Input data START
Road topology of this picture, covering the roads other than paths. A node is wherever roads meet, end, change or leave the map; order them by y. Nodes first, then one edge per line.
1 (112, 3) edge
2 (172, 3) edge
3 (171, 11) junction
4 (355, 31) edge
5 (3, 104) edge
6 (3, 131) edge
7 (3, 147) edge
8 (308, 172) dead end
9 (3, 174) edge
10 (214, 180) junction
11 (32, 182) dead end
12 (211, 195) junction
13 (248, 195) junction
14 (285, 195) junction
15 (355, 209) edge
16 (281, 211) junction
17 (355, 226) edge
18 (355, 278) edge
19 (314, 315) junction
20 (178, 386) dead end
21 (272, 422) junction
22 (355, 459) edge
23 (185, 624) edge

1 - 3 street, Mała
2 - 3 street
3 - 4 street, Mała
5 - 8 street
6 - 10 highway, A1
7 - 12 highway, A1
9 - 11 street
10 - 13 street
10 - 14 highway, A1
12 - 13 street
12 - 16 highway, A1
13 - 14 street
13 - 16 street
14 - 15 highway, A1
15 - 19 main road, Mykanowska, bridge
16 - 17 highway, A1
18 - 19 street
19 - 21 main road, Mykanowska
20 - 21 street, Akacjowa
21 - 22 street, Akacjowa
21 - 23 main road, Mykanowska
Input data END
→ **Your instructions**
Retype each line above, keeping every character.

→ **Written reply**
Road topology of this picture, covering the roads other than paths. A node is wherever roads meet, end, change or leave the map; order them by y. Nodes first, then one edge per line.
1 (112, 3) edge
2 (172, 3) edge
3 (171, 11) junction
4 (355, 31) edge
5 (3, 104) edge
6 (3, 131) edge
7 (3, 147) edge
8 (308, 172) dead end
9 (3, 174) edge
10 (214, 180) junction
11 (32, 182) dead end
12 (211, 195) junction
13 (248, 195) junction
14 (285, 195) junction
15 (355, 209) edge
16 (281, 211) junction
17 (355, 226) edge
18 (355, 278) edge
19 (314, 315) junction
20 (178, 386) dead end
21 (272, 422) junction
22 (355, 459) edge
23 (185, 624) edge

1 - 3 street, Mała
2 - 3 street
3 - 4 street, Mała
5 - 8 street
6 - 10 highway, A1
7 - 12 highway, A1
9 - 11 street
10 - 13 street
10 - 14 highway, A1
12 - 13 street
12 - 16 highway, A1
13 - 14 street
13 - 16 street
14 - 15 highway, A1
15 - 19 main road, Mykanowska, bridge
16 - 17 highway, A1
18 - 19 street
19 - 21 main road, Mykanowska
20 - 21 street, Akacjowa
21 - 22 street, Akacjowa
21 - 23 main road, Mykanowska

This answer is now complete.